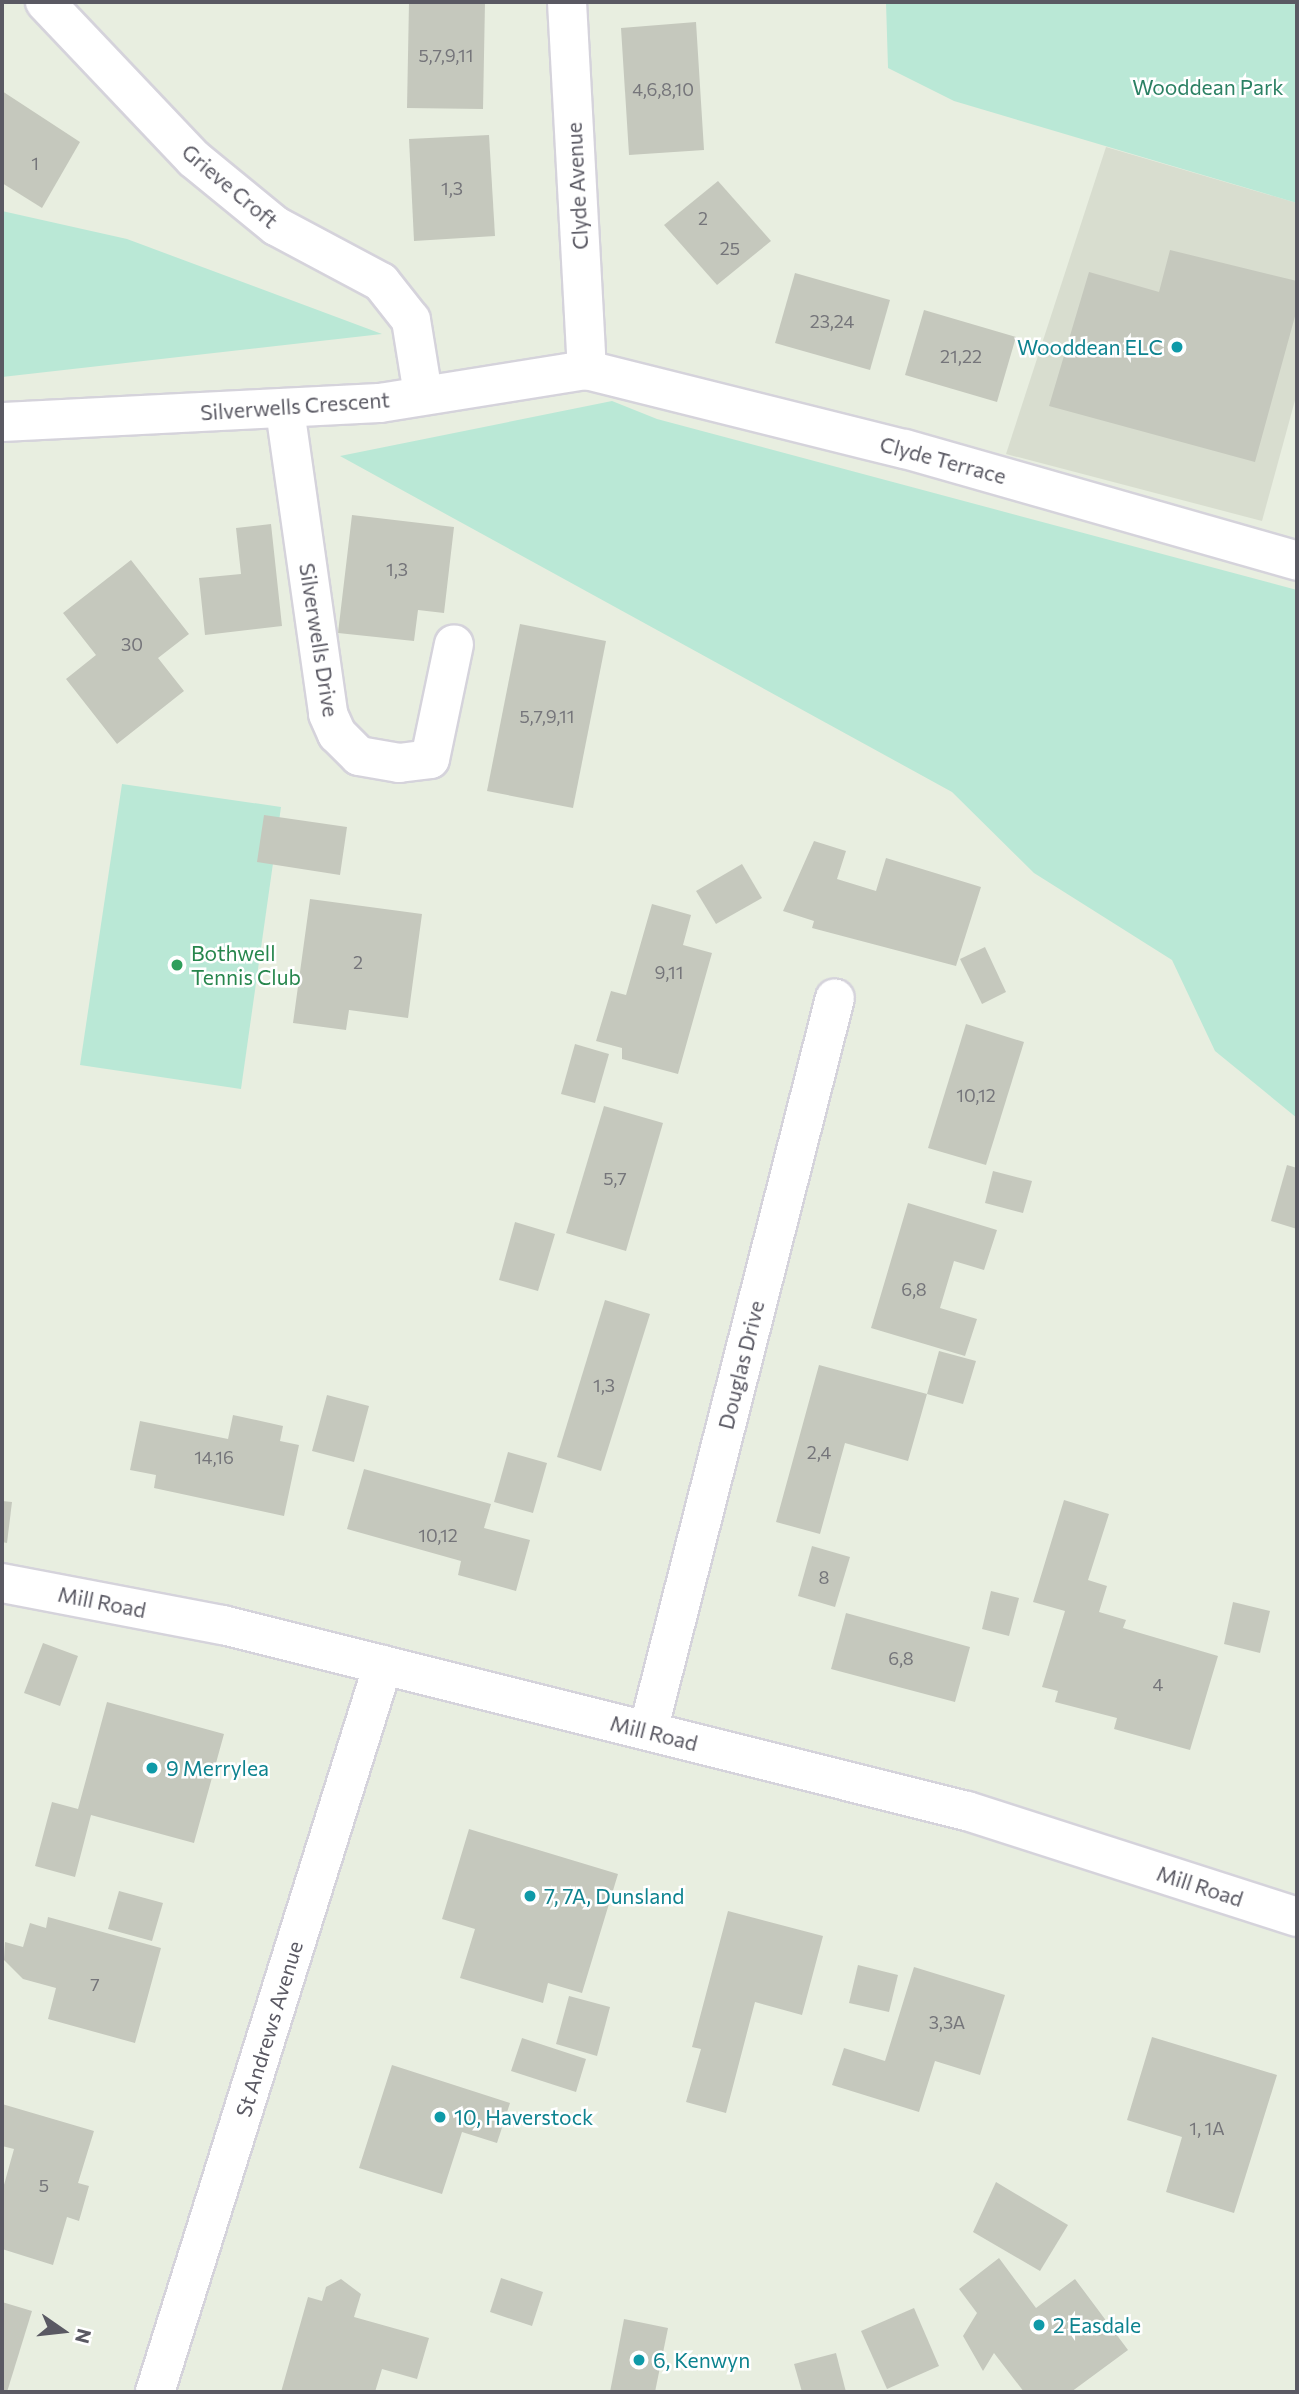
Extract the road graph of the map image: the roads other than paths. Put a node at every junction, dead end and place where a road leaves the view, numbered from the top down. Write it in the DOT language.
graph roads {
  1 [pos="45,2"];
  2 [pos="567,2"];
  3 [pos="587,370"];
  4 [pos="424,394"];
  5 [pos="285,410"];
  6 [pos="2,422"];
  7 [pos="1297,561"];
  8 [pos="454,644"];
  9 [pos="835,999"];
  10 [pos="2,1583"];
  11 [pos="383,1665"];
  12 [pos="648,1731"];
  13 [pos="1297,1917"];
  14 [pos="155,2392"];
  1 -- 4 [label="street, Grieve Croft"];
  2 -- 3 [label="street, Clyde Avenue"];
  3 -- 4 [label="street, Silverwells Crescent"];
  3 -- 7 [label="street, Clyde Terrace"];
  4 -- 5 [label="street, Silverwells Crescent"];
  5 -- 6 [label="street, Silverwells Crescent"];
  5 -- 8 [label="street, Silverwells Drive"];
  9 -- 12 [label="street, Douglas Drive"];
  10 -- 11 [label="street, Mill Road"];
  11 -- 12 [label="street, Mill Road"];
  11 -- 14 [label="street, St Andrews Avenue"];
  12 -- 13 [label="street, Mill Road"];
}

==========

§ Problem: Every line above is to be reproduced verbatim, and the pictures are to be omitted.

§ Output below:
Extract the road graph of the map image: the roads other than paths. Put a node at every junction, dead end and place where a road leaves the view, numbered from the top down. Write it in the DOT language.
graph roads {
  1 [pos="45,2"];
  2 [pos="567,2"];
  3 [pos="587,370"];
  4 [pos="424,394"];
  5 [pos="285,410"];
  6 [pos="2,422"];
  7 [pos="1297,561"];
  8 [pos="454,644"];
  9 [pos="835,999"];
  10 [pos="2,1583"];
  11 [pos="383,1665"];
  12 [pos="648,1731"];
  13 [pos="1297,1917"];
  14 [pos="155,2392"];
  1 -- 4 [label="street, Grieve Croft"];
  2 -- 3 [label="street, Clyde Avenue"];
  3 -- 4 [label="street, Silverwells Crescent"];
  3 -- 7 [label="street, Clyde Terrace"];
  4 -- 5 [label="street, Silverwells Crescent"];
  5 -- 6 [label="street, Silverwells Crescent"];
  5 -- 8 [label="street, Silverwells Drive"];
  9 -- 12 [label="street, Douglas Drive"];
  10 -- 11 [label="street, Mill Road"];
  11 -- 12 [label="street, Mill Road"];
  11 -- 14 [label="street, St Andrews Avenue"];
  12 -- 13 [label="street, Mill Road"];
}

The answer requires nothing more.